→ **TASK TO COMPLETE**:
Every line below needs to be returned exactly as written.

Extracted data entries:

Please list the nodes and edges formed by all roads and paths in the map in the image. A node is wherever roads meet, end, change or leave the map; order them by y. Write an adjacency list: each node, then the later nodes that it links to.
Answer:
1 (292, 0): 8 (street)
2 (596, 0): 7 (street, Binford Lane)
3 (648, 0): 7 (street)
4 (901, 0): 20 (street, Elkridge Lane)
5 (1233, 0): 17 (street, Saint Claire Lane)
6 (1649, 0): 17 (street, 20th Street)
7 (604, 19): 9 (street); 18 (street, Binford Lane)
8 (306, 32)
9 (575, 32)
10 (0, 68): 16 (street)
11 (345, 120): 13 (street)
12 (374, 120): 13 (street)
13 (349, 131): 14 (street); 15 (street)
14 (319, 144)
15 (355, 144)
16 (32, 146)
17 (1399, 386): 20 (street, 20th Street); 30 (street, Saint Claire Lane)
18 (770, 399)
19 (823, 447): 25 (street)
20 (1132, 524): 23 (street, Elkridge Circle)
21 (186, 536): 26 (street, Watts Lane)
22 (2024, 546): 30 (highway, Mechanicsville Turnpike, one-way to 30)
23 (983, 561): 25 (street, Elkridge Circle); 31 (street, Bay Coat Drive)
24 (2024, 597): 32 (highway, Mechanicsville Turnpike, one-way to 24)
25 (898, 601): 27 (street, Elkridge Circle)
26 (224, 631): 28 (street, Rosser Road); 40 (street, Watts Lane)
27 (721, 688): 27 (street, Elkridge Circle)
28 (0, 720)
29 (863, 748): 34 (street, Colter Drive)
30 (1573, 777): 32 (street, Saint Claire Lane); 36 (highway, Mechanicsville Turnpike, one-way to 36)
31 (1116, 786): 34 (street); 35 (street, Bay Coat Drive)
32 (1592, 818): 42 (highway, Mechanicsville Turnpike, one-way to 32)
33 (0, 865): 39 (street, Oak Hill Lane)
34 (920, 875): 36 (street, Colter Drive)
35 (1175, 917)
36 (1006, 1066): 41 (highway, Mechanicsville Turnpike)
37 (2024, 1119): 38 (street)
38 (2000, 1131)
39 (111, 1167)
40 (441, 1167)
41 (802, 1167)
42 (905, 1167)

→ **ANSWER SPACE**:
Please list the nodes and edges formed by all roads and paths in the map in the image. A node is wherever roads meet, end, change or leave the map; order them by y. Write an adjacency list: each node, then the later nodes that it links to.
Answer:
1 (292, 0): 8 (street)
2 (596, 0): 7 (street, Binford Lane)
3 (648, 0): 7 (street)
4 (901, 0): 20 (street, Elkridge Lane)
5 (1233, 0): 17 (street, Saint Claire Lane)
6 (1649, 0): 17 (street, 20th Street)
7 (604, 19): 9 (street); 18 (street, Binford Lane)
8 (306, 32)
9 (575, 32)
10 (0, 68): 16 (street)
11 (345, 120): 13 (street)
12 (374, 120): 13 (street)
13 (349, 131): 14 (street); 15 (street)
14 (319, 144)
15 (355, 144)
16 (32, 146)
17 (1399, 386): 20 (street, 20th Street); 30 (street, Saint Claire Lane)
18 (770, 399)
19 (823, 447): 25 (street)
20 (1132, 524): 23 (street, Elkridge Circle)
21 (186, 536): 26 (street, Watts Lane)
22 (2024, 546): 30 (highway, Mechanicsville Turnpike, one-way to 30)
23 (983, 561): 25 (street, Elkridge Circle); 31 (street, Bay Coat Drive)
24 (2024, 597): 32 (highway, Mechanicsville Turnpike, one-way to 24)
25 (898, 601): 27 (street, Elkridge Circle)
26 (224, 631): 28 (street, Rosser Road); 40 (street, Watts Lane)
27 (721, 688): 27 (street, Elkridge Circle)
28 (0, 720)
29 (863, 748): 34 (street, Colter Drive)
30 (1573, 777): 32 (street, Saint Claire Lane); 36 (highway, Mechanicsville Turnpike, one-way to 36)
31 (1116, 786): 34 (street); 35 (street, Bay Coat Drive)
32 (1592, 818): 42 (highway, Mechanicsville Turnpike, one-way to 32)
33 (0, 865): 39 (street, Oak Hill Lane)
34 (920, 875): 36 (street, Colter Drive)
35 (1175, 917)
36 (1006, 1066): 41 (highway, Mechanicsville Turnpike)
37 (2024, 1119): 38 (street)
38 (2000, 1131)
39 (111, 1167)
40 (441, 1167)
41 (802, 1167)
42 (905, 1167)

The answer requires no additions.